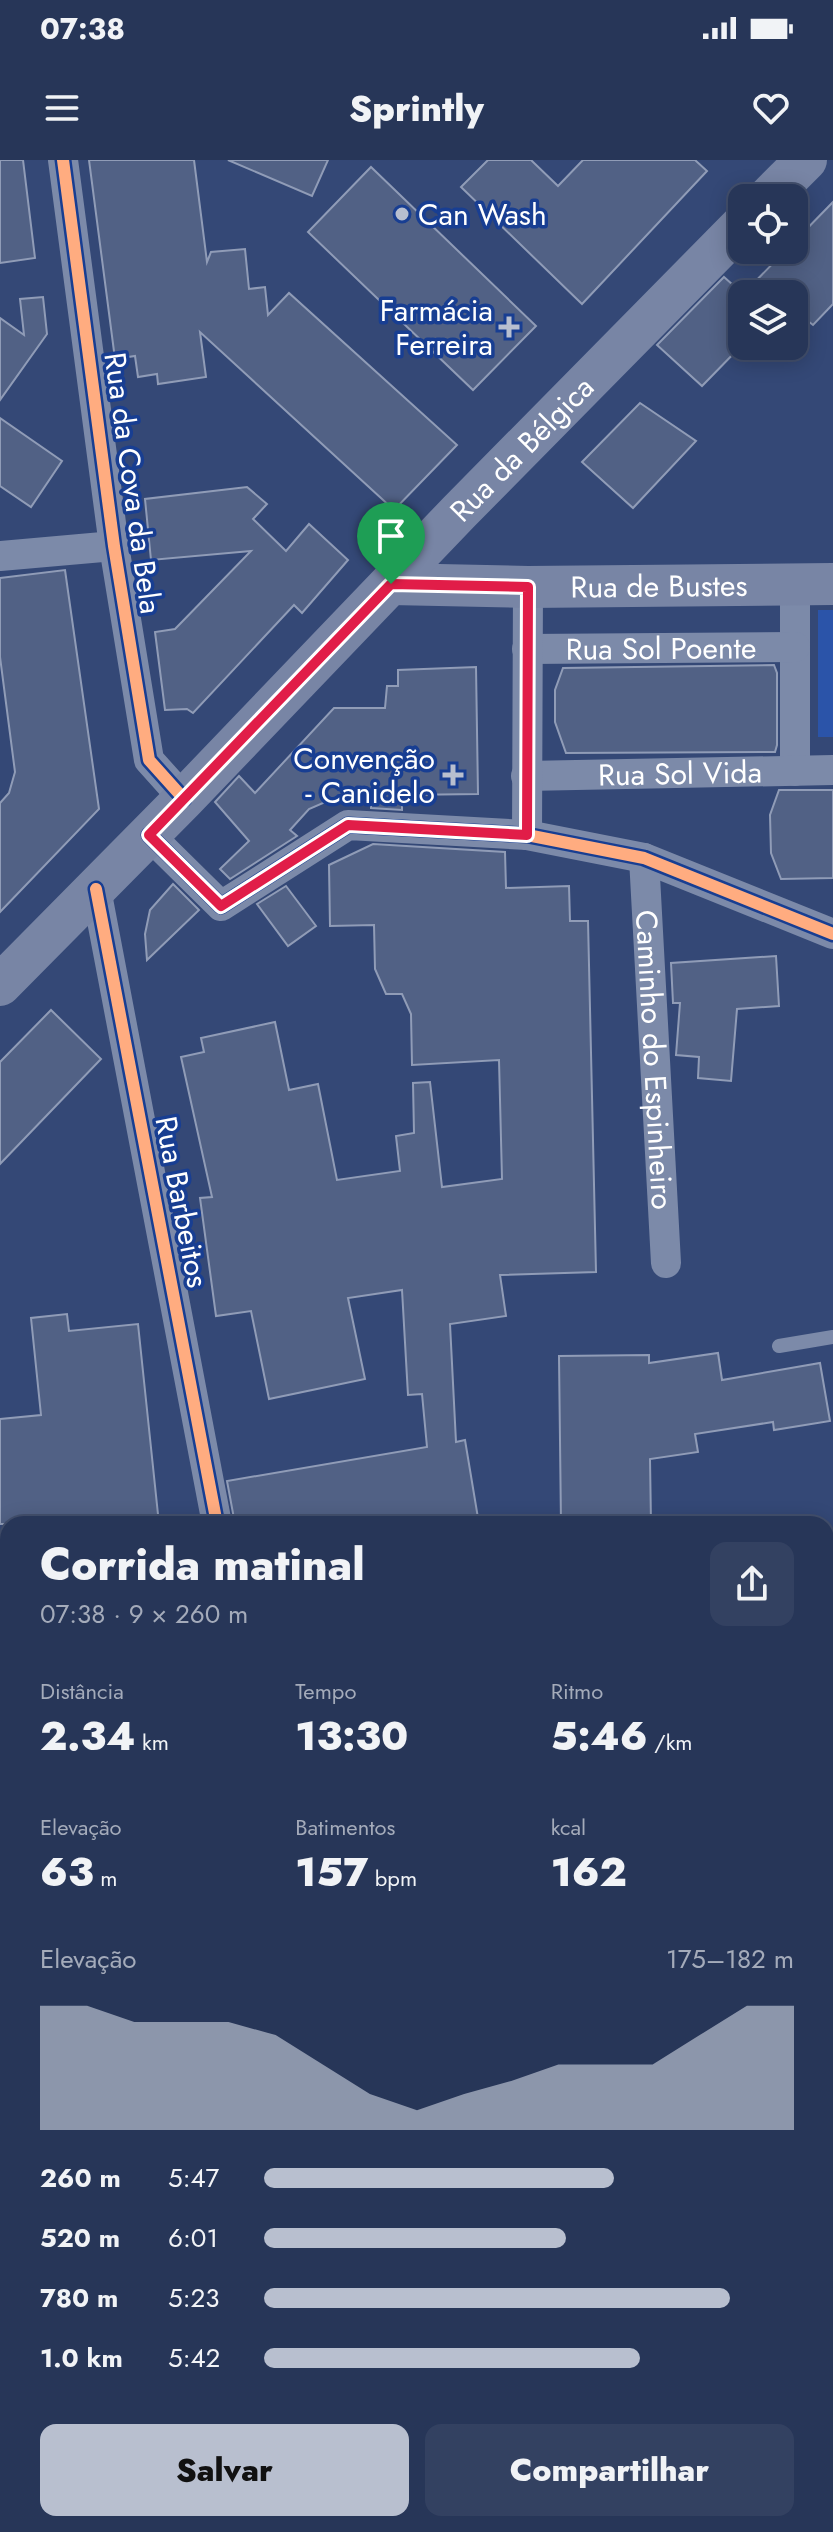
<!DOCTYPE html>
<html lang="pt">
<head>
<meta charset="utf-8">
<style>
	:root { --surface:#273658; --page:#334161; --text:#f1f3f6; --muted:#a4abba; --line:#43506e; --accent:#b8bfcf }
	body { margin:0; font-family:Jost,sans-serif; background:var(--page); color:var(--text); height:100vh; display:flex; flex-direction:column; font-size:30px; white-space:nowrap }
	* { box-sizing:border-box; margin:0 }
	p { font-size:26px; color:var(--muted) }
	.icon { flex:none; width:44px; height:44px; fill:none; stroke:currentColor; stroke-width:2; stroke-linecap:round; stroke-linejoin:round }
	.map { position:relative; flex:1; overflow:hidden }
	.panel { position:absolute; left:0px; top:1356px; width:834px; height:1016px; display:flex; flex-direction:column; background:var(--surface); border-radius:24px 24px 0 0; box-shadow:0 4px 20px #0003,0 0 0 2px var(--line) }
	.panel>* { flex:none }
	.fabs { position:absolute; left:728px; top:24px; display:grid; gap:16px }
	.fabs a { display:grid; place-items:center; width:80px; height:80px; border-radius:16px; background:var(--surface); box-shadow:0 4px 20px #0003,0 0 0 2px var(--line); font-size:40px }
	.pin { position:absolute; display:grid; place-items:center; width:68px; height:68px; color:#fff; margin:-82px -34px; border-radius:50% 50% 50% 0; rotate:-45deg; box-shadow:0 0 8px #0007 }
	.pin .icon { rotate:45deg }
	.round { display:grid; place-items:center; flex:none; width:84px; height:84px; border-radius:16px; background:var(--page) }
	.overview { display:flex; align-items:center; justify-content:space-between; height:136px; padding:0 40px }
	h1 { font-size:44px; font-weight:800; line-height:60px }
	.stats { display:grid; grid-template-columns:repeat(3,1fr); gap:12px; height:136px; padding:8px 40px }
	.stats div { display:grid; align-content:center }
	.stats b { font-size:40px; font-weight:800 }
	.stats small { font-size:22px; font-weight:400 }
	.stats p { font-size:22px }
	.chart { height:224px; padding:16px 40px }
	.chart p { display:flex; justify-content:space-between }
	.chart svg { width:100%; height:144px; margin-top:8px; fill:var(--accent); opacity:.7 }
	.primary-button { display:flex; gap:16px; margin-top:auto; padding:16px 40px }
	.primary-button a { flex:1; height:92px; border-radius:16px; background:var(--accent); color:#111; font-size:32px; font-weight:800; line-height:92px; text-align:center }
	.primary-button a+a { background:var(--page); color:var(--text) }
	ul { padding:0 40px; list-style:none; font-size:26px }
	li { display:grid; grid-template-columns:128px 96px 1fr; align-items:center; height:60px }
	li i { height:20px; border-radius:10px; background:var(--accent) }
	.status { display:flex; justify-content:space-between; align-items:center; height:56px; padding:0 40px; background:var(--surface); direction:ltr }
	.status svg { height:22px; fill:currentColor }
	header { display:flex; justify-content:space-between; align-items:center; height:104px; padding:0 40px; background:var(--surface); font-size:36px; font-weight:800 }
	.map>svg:first-child { display:block }
</style>
</head>
<body>
<div class="status"><b>07:38</b><svg viewBox="0 0 49 12"><path d="M0 12V9h3v3zM5 12V6h3v6zM10 12V3h3v9zM15 12V0h3v12zM26 1h20v11H26zM47 4h2v5h-2z"/></svg></div>
<header><svg class="icon" aria-label="menu" viewBox="0 0 24 24"><path d="M4 6h16M4 12h16M4 18h16"/></svg>Sprintly<svg class="icon" aria-label="heart" viewBox="0 0 24 24"><path d="M12 20l-8-8c-3-5 5-10 8-4 3-6 11-1 8 4z"/></svg></header>
<div class="map">
<svg width="833" height="2372" viewBox="0 0 833 2372">
	<rect width="100%" height="100%" fill="#344876"/>
	<rect fill="#2b54a9" x="818" y="450" width="15" height="127"/>
	<g fill="#516185" stroke="#909cb7" stroke-width="2">
		<path d="M 0,0 L 23,0 L 35,98 L 0,103 Z"/>
		<path d="M 89,0 L 194,0 L 207,102 L 211,92 L 245,89 L 249,129 L 265,127 L 268,155 L 289,133 L 457,285 L 394,350 L 200,172 L 206,217 L 158,224 L 157,214 L 138,217 L 135,196 L 115,199 Z"/>
		<path d="M 228,0 L 328,0 L 312,36 Z"/>
		<path d="M 488,0 L 531,0 L 558,26 L 583,0 L 695,0 L 707,11 L 582,144 L 461,27 Z"/>
		<path d="M 371,7 L 536,166 L 473,230 L 308,72 Z"/>
		<path d="M 833,42 L 833,144 L 813,165 L 794,150 L 794,134 L 743,134 L 786,90 L 794,90 L 794,82 Z"/>
		<path d="M 724,117 L 742,133 L 742,185 L 702,226 L 657,185 Z"/>
		<path d="M 43,137 L 47,174 L 0,240 L 0,158 L 24,175 L 20,139 Z"/>
		<path d="M 640,243 L 696,281 L 633,348 L 582,302 Z"/>
		<path d="M 0,258 L 62,301 L 31,347 L 0,326 Z"/>
		<path d="M 247,327 L 267,344 L 253,359 L 286,391 L 309,364 L 348,400 L 302,453 L 294,445 L 193,553 L 187,549 L 165,550 L 155,472 L 175,469 L 251,391 L 151,400 L 145,339 Z"/>
		<path d="M 65,410 L 99,649 L 0,752 L 0,643 L 9,633 L 15,612 L 0,497 L 0,418 Z"/>
		<path d="M 774,505 L 777,513 L 777,585 L 775,592 L 566,593 L 555,562 L 555,530 L 563,508 Z"/>
		<path d="M 476,507 L 478,634 L 402,635 L 402,650 L 371,648 L 371,635 L 339,636 L 309,649 L 290,670 L 297,676 L 230,719 L 220,709 L 249,681 L 215,642 L 239,616 L 255,633 L 334,548 L 385,548 L 387,526 L 398,526 L 398,510 Z"/>
		<path d="M 779,630 L 833,630 L 833,718 L 781,719 L 771,693 L 770,655 Z"/>
		<path d="M 373,684 L 505,692 L 506,728 L 569,726 L 570,761 L 588,761 L 596,1112 L 500,1115 L 506,1156 L 450,1164 L 456,1282 L 465,1280 L 479,1364 L 235,1364 L 227,1321 L 427,1287 L 422,1234 L 408,1235 L 402,1130 L 348,1138 L 365,1219 L 269,1239 L 251,1151 L 216,1156 L 200,1038 L 212,1037 L 181,897 L 204,892 L 201,878 L 275,862 L 289,930 L 318,924 L 337,1020 L 400,1011 L 396,976 L 414,973 L 413,923 L 430,922 L 442,1027 L 502,1019 L 499,900 L 412,905 L 411,854 L 402,834 L 386,834 L 375,809 L 374,765 L 330,766 L 329,705 Z"/>
		<path d="M 173,724 L 199,750 L 147,800 L 145,774 L 150,750 Z"/>
		<path d="M 286,726 L 316,766 L 288,786 L 257,744 Z"/>
		<path d="M 776,796 L 779,846 L 737,849 L 731,921 L 698,918 L 699,897 L 676,895 L 680,843 L 673,843 L 671,803 Z"/>
		<path d="M 51,850 L 101,899 L 0,1004 L 0,902 Z"/>
		<path d="M 67,1154 L 69,1171 L 138,1164 L 159,1364 L 0,1364 L 0,1259 L 41,1255 L 31,1158 Z"/>
		<path d="M 718,1193 L 722,1220 L 820,1203 L 830,1261 L 774,1270 L 773,1262 L 695,1274 L 698,1292 L 650,1299 L 651,1364 L 561,1364 L 559,1196 L 649,1195 L 649,1203 Z"/>
	</g>
	<g fill="none" stroke-linecap="round" stroke-linejoin="round">
		<path stroke="#7c8aa9" stroke-width="14" d="M 779,1186 L 833,1177"/>
		<g stroke="#7c8aa9" stroke-width="30">
			<path d="M 63,0 L 114,386 L 149,600 L 184,639"/>
			<path d="M 0,396 L 114,386"/>
			<path d="M 795,425 L 795,611"/>
			<path id="s1" d="M 527,489 L 795,487"/>
			<path id="s2" d="M 526,616 L 833,610"/>
			<path d="M 149,675 L 221,746 L 348,665 L 527,675 L 644,698 L 833,774"/>
			<path d="M 527,675 L 528,427"/>
			<path id="s3" d="M 644,698 L 666,1103"/>
			<path d="M 96,729 L 217,1364"/>
			<path d="M 826,1530 L 833,1528"/>
			<path d="M 0,1618 L 8,1618"/>
			<path d="M 826,2092 L 833,2091"/>
			<path d="M 0,2219 L 8,2220"/>
			<path d="M 408,2364 L 410,2372"/>
		</g>
		<g stroke="#7885a5" stroke-width="42">
			<path d="M 768,38 L 806,0"/>
			<path id="s4" d="M 391,424 L 528,427 L 833,424"/>
			<path id="s5" d="M 0,825 L 184,639 L 459,352 L 742,65"/>
		</g>
		<g stroke="#183e92" stroke-width="17">
			<g id="cycleway">
				<path d="M 63,0 L 114,386 L 149,600 L 184,639"/>
				<path d="M 149,675 L 221,746 L 348,665 L 527,675 L 644,698 L 833,774"/>
				<path d="M 96,729 L 217,1364"/>
			</g>
		</g>
		<use href="#cycleway" stroke="#ffac80" stroke-width="12"/>
	</g>
	<g fill="none" stroke-linecap="round" stroke-linejoin="round">
		<g stroke="#fff" stroke-width="16">
			<path id="route" d="M 391,424 L 528,427 L 527,675 L 348,665 L 221,746 L 149,675 Z"/>
		</g>
		<use href="#route" stroke="#e11d48" stroke-width="10"/>
	</g>
	<g fill="#b8bfcf" stroke="#183e92" stroke-width="3">
		<circle cx="402" cy="54" r="8"/>
		<path d="M505 155h8v8h8v8h-8v8h-8v-8h-8v-8h8z"/>
		<path d="M449 603h8v8h8v8h-8v8h-8v-8h-8v-8h8z"/>
	</g>
	<g text-anchor="middle" dominant-baseline="central" stroke-width="7" stroke-linejoin="round" paint-order="stroke">
		<g font-size="30" fill="#fff" stroke="#183e92" text-anchor="end">
			<text x="418" y="54" text-anchor="start">Can Wash</text>
			<text x="493" y="150">Farmácia<tspan x="493" dy="34">Ferreira</tspan></text>
			<text x="435" y="598">Convenção<tspan x="435" dy="34">- Canidelo</tspan></text>
		</g>
		<g font-size="30" fill="#fff" stroke="#183e92">
			<text stroke="none"><textPath href="#s5" startOffset="748">Rua da Bélgica</textPath></text>
			<text transform="translate(133 323) rotate(82)">Rua da Cova da Bela</text>
			<text stroke="none"><textPath href="#s4" startOffset="268">Rua de Bustes</textPath></text>
			<text stroke="none"><textPath href="#s1" startOffset="134">Rua Sol Poente</textPath></text>
			<text stroke="none"><textPath href="#s2" startOffset="154">Rua Sol Vida</textPath></text>
			<text stroke="none"><textPath href="#s3" startOffset="202">Caminho do Espinheiro</textPath></text>
			<text transform="translate(182 1042) rotate(79)">Rua Barbeitos</text>
		</g>
	</g>
</svg>
<div class="fabs">
<a><svg class="icon" aria-label="locate" viewBox="0 0 24 24"><circle cx="12" cy="12" r="6"/><path d="M12 2v4M12 18v4M2 12h4M18 12h4"/></svg></a>
<a><svg class="icon" aria-label="layers" viewBox="0 0 24 24"><path d="M12 4l9 5-9 5-9-5zM3 14l9 5 9-5"/></svg></a>
</div>
<div class="pin" style="left:391px;top:424px;background:#1e9e55"><svg class="icon" aria-label="arrive" viewBox="0 0 24 24"><path d="M6 21V4h12l-3 4 3 4H6"/></svg></div>
<section class="panel">
<div class="overview"><div><h1>Corrida matinal</h1><p>07:38 · 9 × 260 m</p></div><a class="round"><svg class="icon" aria-label="share" viewBox="0 0 24 24"><path d="M12 15V3M7 8l5-5 5 5M5 13v7h14v-7"/></svg></a></div>
<div class="stats">
<div><p>Distância</p><b>2.34<small> km</small></b></div>
<div><p>Tempo</p><b>13:30</b></div>
<div><p>Ritmo</p><b>5:46<small> /km</small></b></div>
</div>
<div class="stats">
<div><p>Elevação</p><b>63<small> m</small></b></div>
<div><p>Batimentos</p><b>157<small> bpm</small></b></div>
<div><p>kcal</p><b>162</b></div>
</div>
<div class="chart"><p><span>Elevação</span>175–182 m</p>
<svg viewBox="0 0 160 44" preserveAspectRatio="none"><path d="M0 44V6L10 6L20 11L30 11L40 11L50 15L60 24L70 33L80 38L90 33L100 29L110 24L120 24L130 24L140 15L150 6L160 6V44z"/></svg>
</div>
<ul>
<li><b>260 m</b>5:47<i style="width:66%"></i></li>
<li><b>520 m</b>6:01<i style="width:57%"></i></li>
<li><b>780 m</b>5:23<i style="width:88%"></i></li>
<li><b>1.0 km</b>5:42<i style="width:71%"></i></li>
</ul>
<div class="primary-button"><a>Salvar</a><a>Compartilhar</a></div>
</section>
</div>
</body>
</html>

__Task item__. Restate word for word the lines in the material above from the one with "640,243 L 696,281" to the one with "774,505 L 777,513"; both of those lines count, and nothing else does.

__Reply to the exercise__.
		<path d="M 640,243 L 696,281 L 633,348 L 582,302 Z"/>
		<path d="M 0,258 L 62,301 L 31,347 L 0,326 Z"/>
		<path d="M 247,327 L 267,344 L 253,359 L 286,391 L 309,364 L 348,400 L 302,453 L 294,445 L 193,553 L 187,549 L 165,550 L 155,472 L 175,469 L 251,391 L 151,400 L 145,339 Z"/>
		<path d="M 65,410 L 99,649 L 0,752 L 0,643 L 9,633 L 15,612 L 0,497 L 0,418 Z"/>
		<path d="M 774,505 L 777,513 L 777,585 L 775,592 L 566,593 L 555,562 L 555,530 L 563,508 Z"/>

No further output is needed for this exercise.